L’islam est né sur un terrain culturel et religieux largement travaillé par le judaïsme et le christianisme, et sans que l’on sache vraiment quels étaient les contours théologiques précis des groupes avec lesquels le Prophète de l’islam était en contact. Le Coran parle des « gens du Livre » (ahl al-Kitāb), et parmi eux d’al-yahūd, le terme même par lequel les juifs se désignent en hébreu, ainsi que des nazaréens (al-nasārā), un groupe que les musulmans considèrent comme chrétiens. Il n’y a aucune chance qu’il s’agisse des juifs et des chrétiens en général : Ibn Hatim Al-Razi (811-860) donne par exemple à l’appui de son commentaire des termes al-yahūd et al-nasāra cités dans le Coran, II, 113, des hadiths impliquant une dispute entre des chrétiens de Najran et des juifs qui sont donc bien contemporains du prophète Mohammed1.

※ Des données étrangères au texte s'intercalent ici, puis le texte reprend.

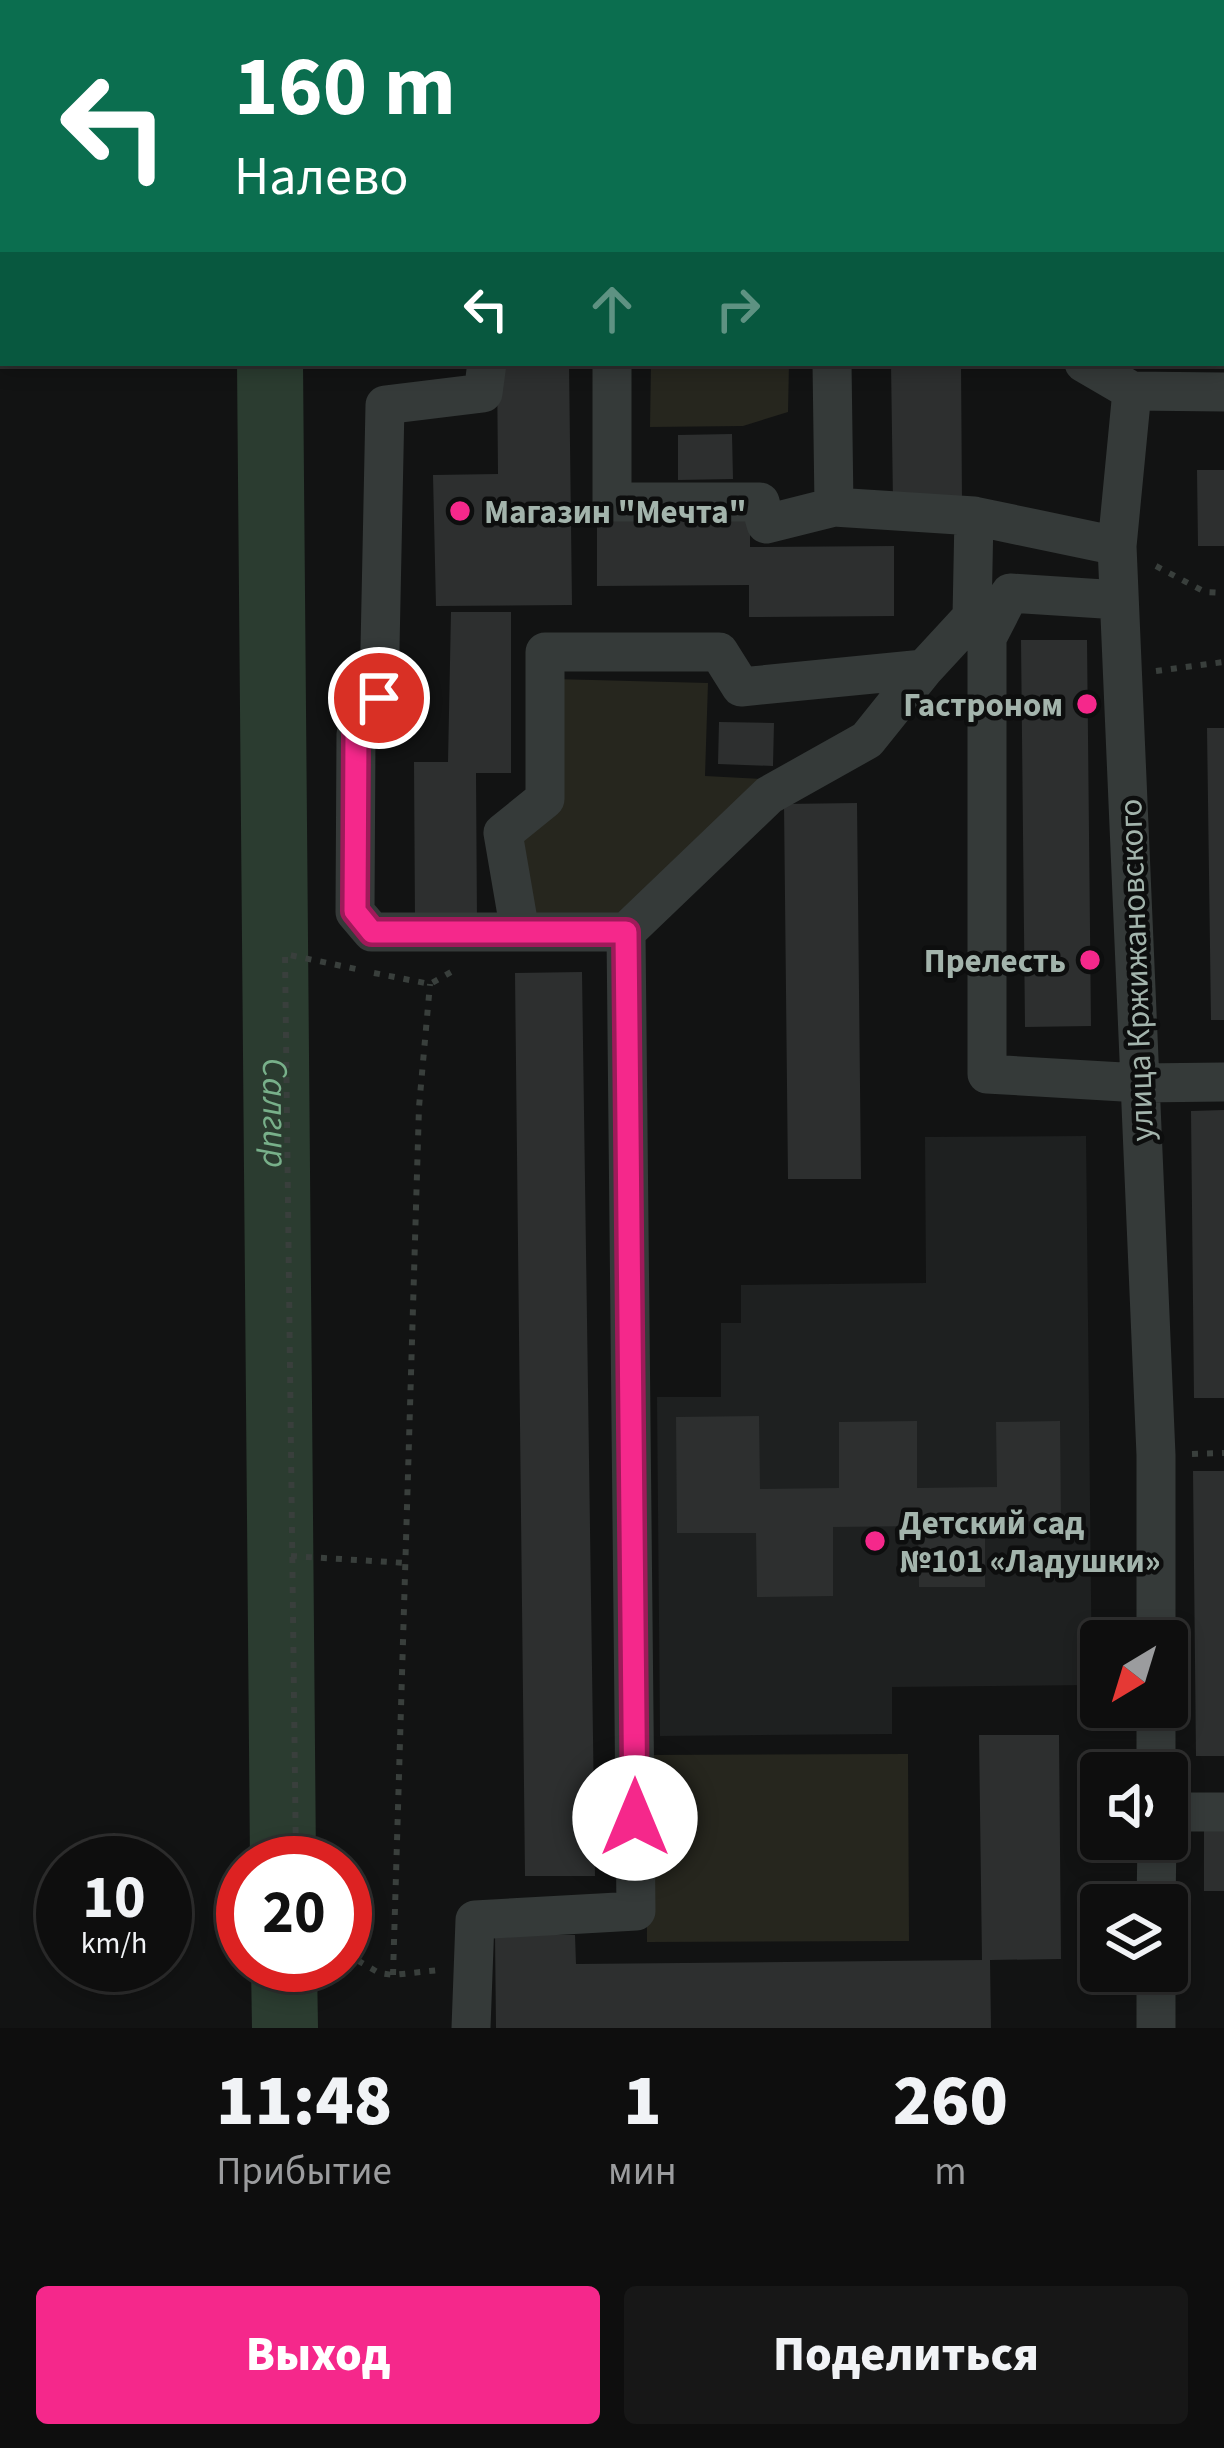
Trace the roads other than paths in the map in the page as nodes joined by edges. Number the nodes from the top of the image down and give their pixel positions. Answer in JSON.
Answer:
{"nodes":[{"id":1,"x":487,"y":366,"type":"edge"},
{"id":2,"x":612,"y":366,"type":"edge"},
{"id":3,"x":832,"y":366,"type":"edge"},
{"id":4,"x":1089,"y":366,"type":"edge"},
{"id":5,"x":1132,"y":391,"type":"junction"},
{"id":6,"x":1224,"y":392,"type":"edge"},
{"id":7,"x":834,"y":507,"type":"junction"},
{"id":8,"x":974,"y":516,"type":"junction"},
{"id":9,"x":1117,"y":546,"type":"junction"},
{"id":10,"x":973,"y":565,"type":"junction"},
{"id":11,"x":1010,"y":593,"type":"junction"},
{"id":12,"x":1119,"y":600,"type":"junction"},
{"id":13,"x":924,"y":669,"type":"junction"},
{"id":14,"x":520,"y":932,"type":"junction"},
{"id":15,"x":626,"y":932,"type":"junction"},
{"id":16,"x":1224,"y":1082,"type":"edge"},
{"id":17,"x":1140,"y":1083,"type":"junction"},
{"id":18,"x":1156,"y":1620,"type":"edge"},
{"id":19,"x":1188,"y":1812,"type":"edge"},
{"id":20,"x":1224,"y":1812,"type":"edge"},
{"id":21,"x":1156,"y":1992,"type":"edge"},
{"id":22,"x":471,"y":2028,"type":"edge"},
{"id":23,"x":1156,"y":2028,"type":"edge"}],
"edges":[{"from":1,"to":14,"type":"street"},
{"from":2,"to":7,"type":"street"},
{"from":3,"to":7,"type":"street"},
{"from":4,"to":5,"type":"street"},
{"from":5,"to":6,"type":"street"},
{"from":5,"to":9,"type":"street","name":"улица Кржижановского"},
{"from":7,"to":8,"type":"street"},
{"from":8,"to":9,"type":"street"},
{"from":8,"to":10,"type":"street"},
{"from":9,"to":12,"type":"street","name":"улица Кржижановского"},
{"from":10,"to":11,"type":"street"},
{"from":10,"to":13,"type":"street"},
{"from":11,"to":12,"type":"street"},
{"from":11,"to":17,"type":"street"},
{"from":12,"to":17,"type":"street","name":"улица Кржижановского"},
{"from":13,"to":14,"type":"street"},
{"from":13,"to":15,"type":"street"},
{"from":14,"to":15,"type":"street"},
{"from":15,"to":22,"type":"street"},
{"from":16,"to":17,"type":"street"},
{"from":17,"to":18,"type":"street","name":"улица Кржижановского"},
{"from":19,"to":20,"type":"street"},
{"from":21,"to":23,"type":"street"}]}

Le Coran se réfère souvent aussi explicitement aux « fils d’Israël » ((banū Isrā’īl)) pour parler du peuple qui a reçu la révélation et suivi les enseignements de Moïse, dont la continuité théologique est revendiquée :

Ô, fils d’Israël ! […] Rappelez-vous que Je vous ai préférés à tous les contemporains [ᶜālamīn] ! (Coran, II, 47).

Jésus, fils de Marie, dit : “Ô fils d’Israël, je suis le Prophète de Dieu envoyé vers vous pour confirmer la Thora qui m’a précédé, et vous annoncer la venue après moi d’un Prophète du nom d’Ahmed2 (Coran, LXI, 6).

Si le Coran puise largement dans les prescriptions de la halakha, la « loi » juive, le grand reproche fait à une partie au moins des fils d’Israël est globalement de s’être détournés du message divin. Dans le détail, la question n’est pas celle du veau d’or :

Ils préférèrent alors le veau, en dépit des preuves décisives qui leur étaient parvenues. Nous leur avons pardonné cela et avons donné à Moïse une autorité incontestable (Coran, IV, 153).

C’est plutôt d’avoir accusé des prophètes de mensonge ou d’en avoir tué d’autres, ce qui reprend d’ailleurs l’Évangile :

Jérusalem, Jérusalem, toi qui tues les prophètes et lapides ceux qui t’ont été envoyés (Matthieu, XXIII, 37, et Luc, XIII, 34).

ainsi que d’avoir « comploté contre Jésus » (Coran, III, 54).

 

D’où l’attitude qui apparaît double au premier abord : d’un côté,

Ne polémiquez avec les gens du Livre que de la manière la plus courtoise, à moins qu’il ne s’agisse de ceux d’entre eux qui sont injustes (Coran, XXIX, 46).

Et, de l’autre :

Ô vous qui croyez ! Ne prenez pas les juifs et les nazaréens pour alliés. Ils sont alliés les uns des autres. Quiconque parmi vous les prend pour amis sera des leurs » (V, 51).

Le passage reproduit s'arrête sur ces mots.